Entries taken from a collection
━━━━━━━━━━━━━━━━
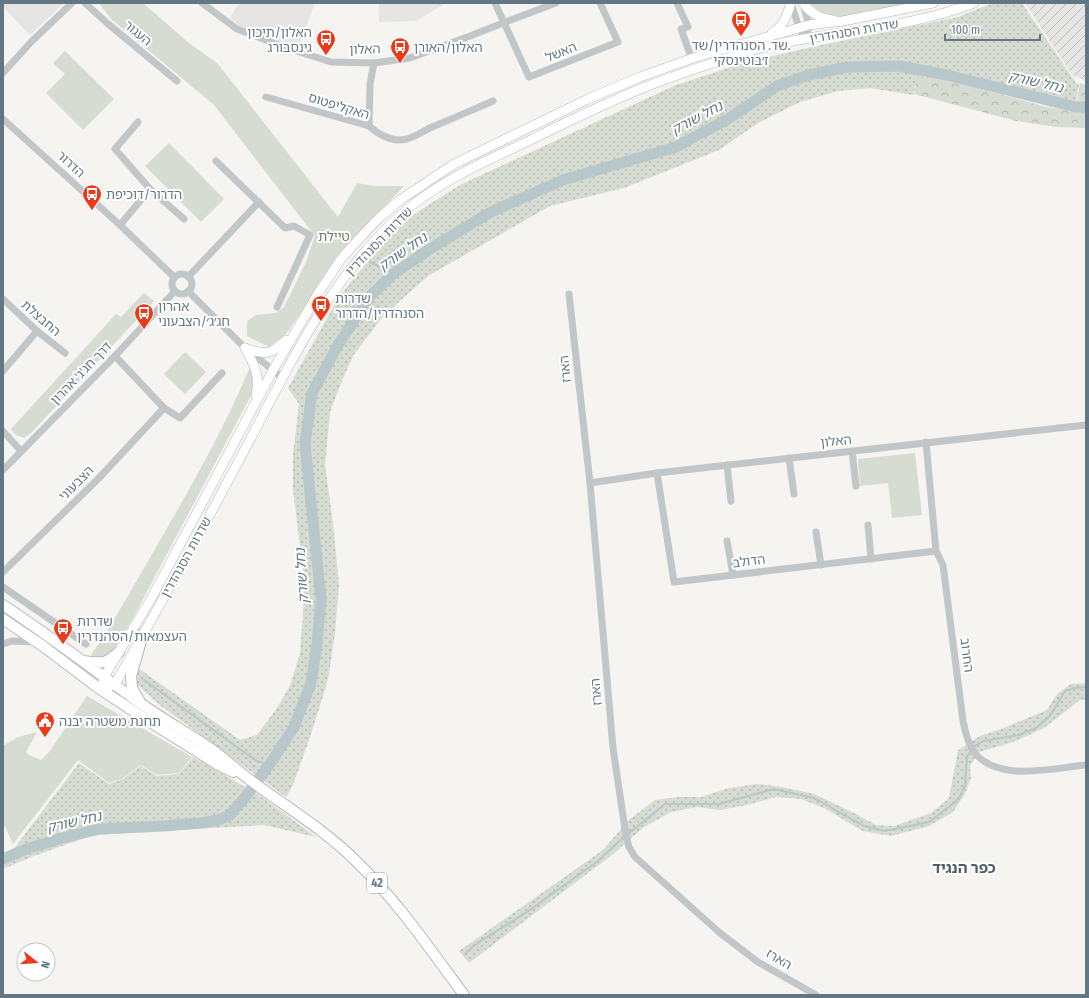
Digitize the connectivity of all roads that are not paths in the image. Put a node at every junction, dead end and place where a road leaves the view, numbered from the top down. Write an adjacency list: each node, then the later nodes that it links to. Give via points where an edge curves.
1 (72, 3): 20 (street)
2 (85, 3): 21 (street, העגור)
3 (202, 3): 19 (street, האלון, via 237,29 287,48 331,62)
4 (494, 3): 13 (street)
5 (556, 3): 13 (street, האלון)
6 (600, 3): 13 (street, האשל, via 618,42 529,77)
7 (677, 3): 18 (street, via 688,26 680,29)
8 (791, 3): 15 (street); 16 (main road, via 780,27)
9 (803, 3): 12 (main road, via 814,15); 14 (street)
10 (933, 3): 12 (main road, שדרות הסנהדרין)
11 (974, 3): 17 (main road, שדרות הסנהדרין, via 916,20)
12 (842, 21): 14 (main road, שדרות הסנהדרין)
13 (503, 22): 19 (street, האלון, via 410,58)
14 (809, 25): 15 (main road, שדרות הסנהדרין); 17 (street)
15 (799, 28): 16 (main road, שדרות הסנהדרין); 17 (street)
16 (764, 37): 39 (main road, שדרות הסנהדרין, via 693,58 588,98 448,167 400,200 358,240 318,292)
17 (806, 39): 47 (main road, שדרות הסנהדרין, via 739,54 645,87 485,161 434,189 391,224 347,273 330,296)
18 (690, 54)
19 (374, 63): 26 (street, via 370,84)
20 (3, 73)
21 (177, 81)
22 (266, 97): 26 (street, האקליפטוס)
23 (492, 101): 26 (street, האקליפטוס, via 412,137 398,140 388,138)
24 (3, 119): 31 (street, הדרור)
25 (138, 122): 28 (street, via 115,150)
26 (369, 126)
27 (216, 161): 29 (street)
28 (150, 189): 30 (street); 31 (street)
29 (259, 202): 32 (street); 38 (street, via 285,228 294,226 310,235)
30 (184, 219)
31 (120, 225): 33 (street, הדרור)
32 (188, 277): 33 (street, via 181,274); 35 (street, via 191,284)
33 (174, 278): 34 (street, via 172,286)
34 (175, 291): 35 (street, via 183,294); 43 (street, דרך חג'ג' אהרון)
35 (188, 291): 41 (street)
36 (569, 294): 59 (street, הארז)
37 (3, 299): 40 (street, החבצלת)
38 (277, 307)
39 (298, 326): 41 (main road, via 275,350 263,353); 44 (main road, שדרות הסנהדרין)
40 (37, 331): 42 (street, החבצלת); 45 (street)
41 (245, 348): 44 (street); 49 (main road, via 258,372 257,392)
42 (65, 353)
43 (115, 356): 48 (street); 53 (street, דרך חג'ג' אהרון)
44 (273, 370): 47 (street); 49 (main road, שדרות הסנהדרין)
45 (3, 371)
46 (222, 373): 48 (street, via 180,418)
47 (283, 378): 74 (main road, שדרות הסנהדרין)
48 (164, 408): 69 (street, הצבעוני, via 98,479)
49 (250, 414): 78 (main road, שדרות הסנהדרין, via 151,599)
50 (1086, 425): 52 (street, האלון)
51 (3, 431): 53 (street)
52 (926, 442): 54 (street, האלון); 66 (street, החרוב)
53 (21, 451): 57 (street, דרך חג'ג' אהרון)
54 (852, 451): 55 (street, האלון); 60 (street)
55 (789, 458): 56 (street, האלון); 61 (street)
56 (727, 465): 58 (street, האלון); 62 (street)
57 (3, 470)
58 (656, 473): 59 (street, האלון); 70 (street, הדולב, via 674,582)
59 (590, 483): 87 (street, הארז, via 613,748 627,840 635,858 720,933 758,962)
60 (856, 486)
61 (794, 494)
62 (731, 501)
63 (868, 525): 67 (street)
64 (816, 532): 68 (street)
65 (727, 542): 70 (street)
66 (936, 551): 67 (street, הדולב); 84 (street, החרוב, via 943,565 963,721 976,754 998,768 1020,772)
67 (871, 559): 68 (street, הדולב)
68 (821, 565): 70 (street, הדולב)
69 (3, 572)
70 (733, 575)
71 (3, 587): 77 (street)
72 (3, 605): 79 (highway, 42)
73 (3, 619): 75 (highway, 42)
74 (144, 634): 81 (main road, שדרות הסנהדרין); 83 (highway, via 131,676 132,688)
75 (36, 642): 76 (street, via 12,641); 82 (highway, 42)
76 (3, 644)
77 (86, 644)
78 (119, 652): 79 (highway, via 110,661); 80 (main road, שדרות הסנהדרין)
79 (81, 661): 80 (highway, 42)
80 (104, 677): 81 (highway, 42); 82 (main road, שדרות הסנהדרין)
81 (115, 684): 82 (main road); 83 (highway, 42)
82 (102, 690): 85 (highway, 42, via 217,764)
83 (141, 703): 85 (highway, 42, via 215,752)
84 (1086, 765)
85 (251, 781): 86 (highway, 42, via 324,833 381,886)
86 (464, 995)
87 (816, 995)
━━━━━━━━━━━━━━━━
→ WORK REQUEST
With "הדרור" as the search string, filter the records and return each line that has it.

→ ANSWER TO THE EXERCISE
24 (3, 119): 31 (street, הדרור)
31 (120, 225): 33 (street, הדרור)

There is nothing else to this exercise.